Ama leva les yeux, agacée. « Ce ne sont pas des maisons, mais des magasins. Et disons que... les choses ont dégénéré. Pendant que tu t'enfonçais dans l'oubli au marais, le reste du monde affrontait une succession de catastrophes naturelles : vents violents, pluies diluviennes, ouragans, tempêtes... tu vois le tableau. »

Je me sentis soudain sur la défensive. « Mais ce genre de désastres arrive aussi dans le marais, non ? »

Elle souffla bruyamment, un mélange de dédain et de lassitude dans la voix. « Bien sûr, ton taudis a dû être retourné plusieurs fois. Certains ont juste abandonné à force de réparer pour que tout soit détruit à nouveau, préférant fuir ailleurs. D'autres, par contre, ont construit des structures solides, capables de résister aux tempêtes. » Elle désigna un bâtiment imposant, fait du même béton que la chaussée, où étaient peintes en lettres flamboyantes les inscriptions « Les beautés autoritaires de Lew ».

Je fronçai les sourcils. « Mais pourquoi construire tous ces magasins si personne n'habite dedans ? »

Ama éclata de rire, cru et moqueur. « Sérieusement, tu es plus naïve qu'une pierre. Nous, on vit dans le monde réel. Et le monde réel, ça a besoin de magasins. »

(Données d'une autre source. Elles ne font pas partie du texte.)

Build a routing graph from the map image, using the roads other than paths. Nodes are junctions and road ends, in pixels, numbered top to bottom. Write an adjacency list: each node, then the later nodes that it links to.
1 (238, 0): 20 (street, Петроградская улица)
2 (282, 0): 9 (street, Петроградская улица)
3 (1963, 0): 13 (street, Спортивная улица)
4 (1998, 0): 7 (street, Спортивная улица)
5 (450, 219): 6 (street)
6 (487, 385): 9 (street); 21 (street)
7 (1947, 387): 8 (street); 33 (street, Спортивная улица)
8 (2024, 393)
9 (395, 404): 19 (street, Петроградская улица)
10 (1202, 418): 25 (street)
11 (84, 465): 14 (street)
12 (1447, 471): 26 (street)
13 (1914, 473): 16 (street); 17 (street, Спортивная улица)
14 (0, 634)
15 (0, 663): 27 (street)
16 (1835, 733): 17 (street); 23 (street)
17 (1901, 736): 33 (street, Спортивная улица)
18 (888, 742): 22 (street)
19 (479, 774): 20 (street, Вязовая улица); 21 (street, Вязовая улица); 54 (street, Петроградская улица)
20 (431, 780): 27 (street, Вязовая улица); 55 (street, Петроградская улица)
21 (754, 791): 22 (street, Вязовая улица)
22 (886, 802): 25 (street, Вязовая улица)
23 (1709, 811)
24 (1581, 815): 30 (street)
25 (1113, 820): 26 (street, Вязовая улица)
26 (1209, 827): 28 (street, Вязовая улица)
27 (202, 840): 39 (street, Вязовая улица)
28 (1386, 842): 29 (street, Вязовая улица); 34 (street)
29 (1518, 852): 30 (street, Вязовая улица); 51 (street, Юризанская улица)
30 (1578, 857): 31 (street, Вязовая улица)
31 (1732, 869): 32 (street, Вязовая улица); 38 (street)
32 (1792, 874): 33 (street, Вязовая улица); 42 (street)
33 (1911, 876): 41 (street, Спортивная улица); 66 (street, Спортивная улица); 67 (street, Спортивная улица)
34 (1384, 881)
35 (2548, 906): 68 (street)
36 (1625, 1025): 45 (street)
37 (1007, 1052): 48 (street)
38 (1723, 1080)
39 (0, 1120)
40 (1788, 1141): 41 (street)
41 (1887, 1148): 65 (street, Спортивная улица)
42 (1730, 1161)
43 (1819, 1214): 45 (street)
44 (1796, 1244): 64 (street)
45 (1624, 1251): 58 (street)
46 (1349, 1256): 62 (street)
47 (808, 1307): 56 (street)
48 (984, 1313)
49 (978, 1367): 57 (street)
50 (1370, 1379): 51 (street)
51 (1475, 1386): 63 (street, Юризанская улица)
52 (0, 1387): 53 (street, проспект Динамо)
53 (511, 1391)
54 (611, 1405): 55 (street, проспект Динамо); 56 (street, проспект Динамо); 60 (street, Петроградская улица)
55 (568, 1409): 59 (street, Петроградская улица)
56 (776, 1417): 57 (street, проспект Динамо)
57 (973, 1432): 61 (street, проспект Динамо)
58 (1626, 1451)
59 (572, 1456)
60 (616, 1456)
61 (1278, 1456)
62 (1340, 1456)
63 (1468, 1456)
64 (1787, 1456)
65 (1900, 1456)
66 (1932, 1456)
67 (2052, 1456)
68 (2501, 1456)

Jamais je n'avais mis les pieds dans un magasin. Pourtant, une petite étincelle d'excitation monta en moi. « C'est incroyable », murmurai-je.

« Oh, quelle surprise ! » ricana Ama. « Toi, sorcière des marais, qui ne sais rien d'autre que chasser les alligators et pêcher. Bon, arrête de poser tant de questions, tu me donnes mal à la tête. »

Malgré son ton cassant, un sourire sincère s'étira sur mes lèvres, le premier de la journée. Oui, les choses allaient mal, mais cela ne voulait pas dire que tout était perdu. Maman ne m'avait jamais laissée venir en ville, même lorsqu'elle s'y rendait pour chercher des provisions. Elle disait que c'était dangereux. Pourtant, je ne ressentais aucune peur. Les voitures semblaient intimidantes, mais leurs mouvements, observés attentivement, étaient prévisibles. Je savais que si je restais hors de leur chemin, comme Ama l'avait dit, je pourrais les éviter.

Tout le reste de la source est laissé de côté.